When you are looking for b you do not need exact result, but suboptimal and it would be much faster if you use efficient algorithm to find relatively close pivot point to actual b.
For example:
sort the stick by length: largest to smallest
start 'putting largest items' into first bin thy fit
This is equivalent to having multiple knapsacks (assuming these blocks are the same 'height', this means there's one knapsack for each 'line'), and is thus an instance of the bin packing problem.
See http://en.wikipedia.org/wiki/Bin_packing
How can I stack these sticks within the parabola such that I am minimizing the (vertical) space it uses as much as possible?
Just deal with it like any other Bin Packing problem. I'd throw meta-heuristics on it (such as tabu search, simulated annealing, ...) since those algorithms aren't problem specific.
For example, if I'd start from my Cloud Balance problem (= a form of Bin Packing) in Drools Planner. If all the sticks have the same height and there's no vertical space between 2 sticks on top of each other, there's not much I'd have to change:
Rename Computer to ParabolicRow. Remove it's properties (cpu, memory, bandwith). Give it a unique level (where 0 is the lowest row).

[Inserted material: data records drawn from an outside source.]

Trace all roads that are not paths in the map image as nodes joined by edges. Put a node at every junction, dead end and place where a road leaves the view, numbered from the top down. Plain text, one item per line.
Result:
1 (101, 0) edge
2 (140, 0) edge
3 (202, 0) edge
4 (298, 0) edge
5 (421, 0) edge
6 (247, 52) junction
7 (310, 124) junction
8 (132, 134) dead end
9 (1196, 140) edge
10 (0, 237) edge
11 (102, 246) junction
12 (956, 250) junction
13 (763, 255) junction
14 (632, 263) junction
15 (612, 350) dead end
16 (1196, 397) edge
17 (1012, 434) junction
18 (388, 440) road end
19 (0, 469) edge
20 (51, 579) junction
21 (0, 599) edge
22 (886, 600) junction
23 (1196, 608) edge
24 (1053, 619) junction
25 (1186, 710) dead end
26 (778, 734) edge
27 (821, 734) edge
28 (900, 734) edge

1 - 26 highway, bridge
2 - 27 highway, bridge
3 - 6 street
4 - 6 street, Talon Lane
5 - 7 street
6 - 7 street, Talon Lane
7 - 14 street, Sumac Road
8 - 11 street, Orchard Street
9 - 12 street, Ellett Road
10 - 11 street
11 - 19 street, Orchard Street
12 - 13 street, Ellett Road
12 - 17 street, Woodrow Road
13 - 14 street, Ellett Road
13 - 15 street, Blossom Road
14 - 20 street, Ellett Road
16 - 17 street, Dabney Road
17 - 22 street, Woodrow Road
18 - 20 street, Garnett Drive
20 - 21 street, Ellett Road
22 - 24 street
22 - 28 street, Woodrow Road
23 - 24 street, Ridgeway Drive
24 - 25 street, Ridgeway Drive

Create a number of ParabolicRows.
Rename Process to Stick
Rename ProcessAssignement to StickAssignment
Rewrite the hard constraints so it checks if there's enough room for the sum of all Sticks assigned to a ParabolicRow.
Rewrite the soft constraints to minimize the highest level of all ParabolicRows.
I'm very sure it is equivalent to bin-packing:
informal reduction
Be x the width of the widest row, make the bins 2x big and create for every row a placeholder element which is 2x-rowWidth big. So two placeholder elements cannot be packed into one bin.
To reduce bin-packing on parabolic knapsack you just create placeholder elements for all rows that are bigger than the needed binsize with size width-binsize. Furthermore add placeholders for all rows that are smaller than binsize which fill the whole row.
This would obviously mean your problem is NP-hard.
For other ideas look here maybe: http://en.wikipedia.org/wiki/Cutting_stock_problem
Most likely this is the 1-0 Knapsack or a bin-packing problem. This is a NP hard problem and most likely this problem I don't understand and I can't explain to you but you can optimize with greedy algorithms. Here is a useful article about it http://www.developerfusion.com/article/5540/bin-packing that I use to make my php class bin-packing at phpclasses.org.
Props to those who mentioned the fact that the levels could be at varying heights (ex: assuming the sticks are 1 'thick' level 1 goes from 0.1 unit to 1.1 units, or it could go from 0.2 to 1.2 units instead)
You could of course expand the "multiple bin packing" methodology and test arbitrarily small increments. (Ex: run the multiple binpacking methodology with levels starting at 0.0, 0.1, 0.2, ... 0.9) and then choose the best result, but it seems like you would get stuck calulating for an infinite amount of time unless you had some methodlogy to verify that you had gotten it 'right' (or more precisely, that you had all the 'rows' correct as to what they contained, at which point you could shift them down until they met the edge of the parabola)
Also, the OP did not specify that the sticks had to be laid horizontally - although perhaps the OP implied it with those sweet drawings.
I have no idea how to optimally solve such an issue, but i bet there are certain cases where you could randomly place sticks and then test if they are 'inside' the parabola, and it would beat out any of the methodologies relying only on horizontal rows.
(Consider the case of a narrow parabola that we are trying to fill with 1 long stick.)